Muchos de los jugadores africanos dignos de su herencia de buen fútbol, viven y juegan en el continente que había esclavizado a sus abuelos. En uno de los partidos del Mundial, se enfrentaron los hermanos Boateng, hijos de padre ghanés: uno llevaba la camiseta de Ghana, y el otro la camiseta de Alemania. De los jugadores de la selección de Ghana, ninguno jugaba en el campeonato local de Ghana. De los jugadores de la selección de Alemania, todos jugaban en el campeonato local de Alemania. Como América Latina, África exporta mano de obra y pie de obra.

Jabulani se llamó la pelota del torneo, enjabonada, medio loca, que huía de las manos y desobedecía a los pies. Este novedad de Adidas fue impuesta en el Mundial, aunque a los jugadores no les gustaba ni un poquito. Desde su castillo de Zurich, los amos del fútbol imponen, no proponen. Tienen costumbre.

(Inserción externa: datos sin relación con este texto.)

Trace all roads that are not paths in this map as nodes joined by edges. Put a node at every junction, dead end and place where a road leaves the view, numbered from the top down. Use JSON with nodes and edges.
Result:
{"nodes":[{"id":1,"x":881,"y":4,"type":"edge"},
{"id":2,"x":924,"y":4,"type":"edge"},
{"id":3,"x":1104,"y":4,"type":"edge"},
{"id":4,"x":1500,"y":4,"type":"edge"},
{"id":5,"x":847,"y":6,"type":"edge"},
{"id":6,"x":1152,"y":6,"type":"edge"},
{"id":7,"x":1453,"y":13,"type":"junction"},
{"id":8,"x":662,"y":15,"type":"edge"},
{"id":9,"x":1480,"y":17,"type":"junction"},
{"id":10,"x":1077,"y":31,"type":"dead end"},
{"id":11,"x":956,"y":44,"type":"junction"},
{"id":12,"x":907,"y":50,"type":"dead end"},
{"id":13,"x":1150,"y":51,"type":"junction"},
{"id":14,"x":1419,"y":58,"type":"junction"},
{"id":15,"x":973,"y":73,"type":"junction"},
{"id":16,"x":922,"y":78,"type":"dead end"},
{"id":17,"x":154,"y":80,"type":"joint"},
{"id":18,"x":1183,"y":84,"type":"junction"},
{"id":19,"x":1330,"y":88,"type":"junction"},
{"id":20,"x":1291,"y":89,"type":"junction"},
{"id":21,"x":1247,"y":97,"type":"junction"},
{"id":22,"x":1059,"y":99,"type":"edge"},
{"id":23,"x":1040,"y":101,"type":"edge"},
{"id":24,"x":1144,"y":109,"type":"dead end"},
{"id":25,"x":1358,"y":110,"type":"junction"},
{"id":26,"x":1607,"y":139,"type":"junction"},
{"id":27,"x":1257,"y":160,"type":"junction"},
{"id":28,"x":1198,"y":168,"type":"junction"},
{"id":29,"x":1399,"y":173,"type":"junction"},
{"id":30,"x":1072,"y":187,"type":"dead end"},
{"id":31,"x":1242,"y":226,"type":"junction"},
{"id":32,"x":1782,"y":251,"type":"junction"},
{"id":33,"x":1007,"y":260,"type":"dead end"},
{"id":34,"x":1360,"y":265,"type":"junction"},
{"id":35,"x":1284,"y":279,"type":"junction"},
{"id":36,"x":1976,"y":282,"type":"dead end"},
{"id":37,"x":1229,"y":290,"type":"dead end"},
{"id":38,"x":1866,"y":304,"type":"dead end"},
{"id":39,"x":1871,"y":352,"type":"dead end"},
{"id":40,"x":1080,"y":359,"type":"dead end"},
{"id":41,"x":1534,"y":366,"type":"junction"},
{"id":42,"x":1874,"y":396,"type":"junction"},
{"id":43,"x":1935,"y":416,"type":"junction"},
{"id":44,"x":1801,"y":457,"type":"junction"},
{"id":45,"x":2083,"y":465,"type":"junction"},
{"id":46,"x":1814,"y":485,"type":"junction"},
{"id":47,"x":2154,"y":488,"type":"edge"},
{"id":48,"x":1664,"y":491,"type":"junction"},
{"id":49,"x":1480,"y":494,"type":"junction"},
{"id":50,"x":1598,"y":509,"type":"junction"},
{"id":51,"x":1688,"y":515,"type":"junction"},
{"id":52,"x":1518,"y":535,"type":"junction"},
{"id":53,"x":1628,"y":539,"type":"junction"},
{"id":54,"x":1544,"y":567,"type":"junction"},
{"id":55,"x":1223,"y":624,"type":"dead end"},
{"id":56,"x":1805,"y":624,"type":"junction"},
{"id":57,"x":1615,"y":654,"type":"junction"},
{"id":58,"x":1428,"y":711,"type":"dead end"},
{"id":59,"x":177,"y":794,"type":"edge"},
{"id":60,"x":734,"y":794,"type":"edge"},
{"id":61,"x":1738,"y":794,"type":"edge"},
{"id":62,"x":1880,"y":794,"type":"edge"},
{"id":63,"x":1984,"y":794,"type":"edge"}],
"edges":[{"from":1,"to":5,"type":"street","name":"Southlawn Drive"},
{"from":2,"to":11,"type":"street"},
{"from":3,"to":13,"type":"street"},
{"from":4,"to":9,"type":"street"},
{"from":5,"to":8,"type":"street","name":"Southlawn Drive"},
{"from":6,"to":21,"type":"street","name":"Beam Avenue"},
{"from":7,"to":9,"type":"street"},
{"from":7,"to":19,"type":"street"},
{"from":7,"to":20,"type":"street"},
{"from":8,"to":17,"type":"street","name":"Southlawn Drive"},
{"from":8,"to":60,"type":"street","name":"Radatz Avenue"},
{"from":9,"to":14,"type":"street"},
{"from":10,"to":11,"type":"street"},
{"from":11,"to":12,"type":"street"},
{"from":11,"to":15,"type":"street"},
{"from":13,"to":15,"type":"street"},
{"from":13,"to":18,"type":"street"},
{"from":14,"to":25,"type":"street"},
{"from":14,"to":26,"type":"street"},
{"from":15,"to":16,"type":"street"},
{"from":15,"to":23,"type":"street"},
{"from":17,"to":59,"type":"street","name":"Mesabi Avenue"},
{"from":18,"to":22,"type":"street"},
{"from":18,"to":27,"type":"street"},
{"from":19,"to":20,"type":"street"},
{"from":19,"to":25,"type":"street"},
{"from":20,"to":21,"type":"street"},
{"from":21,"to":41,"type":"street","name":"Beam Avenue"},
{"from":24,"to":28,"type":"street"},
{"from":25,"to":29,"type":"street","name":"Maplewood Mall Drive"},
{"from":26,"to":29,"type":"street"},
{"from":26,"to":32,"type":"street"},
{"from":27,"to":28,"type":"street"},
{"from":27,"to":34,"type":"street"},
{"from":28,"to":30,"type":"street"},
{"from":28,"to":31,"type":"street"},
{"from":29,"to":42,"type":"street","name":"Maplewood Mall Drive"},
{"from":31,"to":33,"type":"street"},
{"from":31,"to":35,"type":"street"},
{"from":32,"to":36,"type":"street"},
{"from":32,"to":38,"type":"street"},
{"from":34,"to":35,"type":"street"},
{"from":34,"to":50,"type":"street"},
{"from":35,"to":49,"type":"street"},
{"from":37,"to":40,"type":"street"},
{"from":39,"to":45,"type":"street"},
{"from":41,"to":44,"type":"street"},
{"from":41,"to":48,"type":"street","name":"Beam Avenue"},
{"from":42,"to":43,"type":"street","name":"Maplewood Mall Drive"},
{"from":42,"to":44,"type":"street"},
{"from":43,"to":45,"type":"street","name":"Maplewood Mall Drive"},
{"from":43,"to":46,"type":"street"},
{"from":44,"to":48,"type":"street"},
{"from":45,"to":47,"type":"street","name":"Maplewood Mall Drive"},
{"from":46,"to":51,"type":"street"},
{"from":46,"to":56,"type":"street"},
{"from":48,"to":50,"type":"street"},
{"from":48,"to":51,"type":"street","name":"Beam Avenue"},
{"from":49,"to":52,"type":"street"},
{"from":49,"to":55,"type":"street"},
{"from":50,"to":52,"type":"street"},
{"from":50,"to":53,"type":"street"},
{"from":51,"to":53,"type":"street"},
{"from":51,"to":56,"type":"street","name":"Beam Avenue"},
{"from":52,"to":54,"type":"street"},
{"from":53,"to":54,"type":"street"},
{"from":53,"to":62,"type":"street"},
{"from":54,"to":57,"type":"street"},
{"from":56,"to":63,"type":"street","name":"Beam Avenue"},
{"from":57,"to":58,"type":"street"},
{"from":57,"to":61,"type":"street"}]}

Los errores y los horrores cometidos por algunos árbitros pusieron en evidencia, una vez más, lo que el sentido común exige desde hace muchos años. A gritos clama el sentido común, siempre en vano, que el árbitro pueda consultar los primeros planos registrados por las cámaras, ante las jugadas decisivas que resulten dudosas. La tecnología permite, ahora, que ese cotejo se haga con la rapidez y la naturalidad con que se consulta otro instrumento tecnológico, llamado reloj, para medir el tiempo de cada partido. Todos los demás deportes, el basquetbol, el tenis, el béisbol, la natación y hasta la esgrima y las carreras de autos, utilizan normalmente las ayudas electrónicas. El fútbol, no. Y la explicación de sus amos resultaría cómica, si no fuera simplemente sospechosa: El error forma parte del juego, dicen, y nos dejan boquiabiertos descubriendo que errare humanum est.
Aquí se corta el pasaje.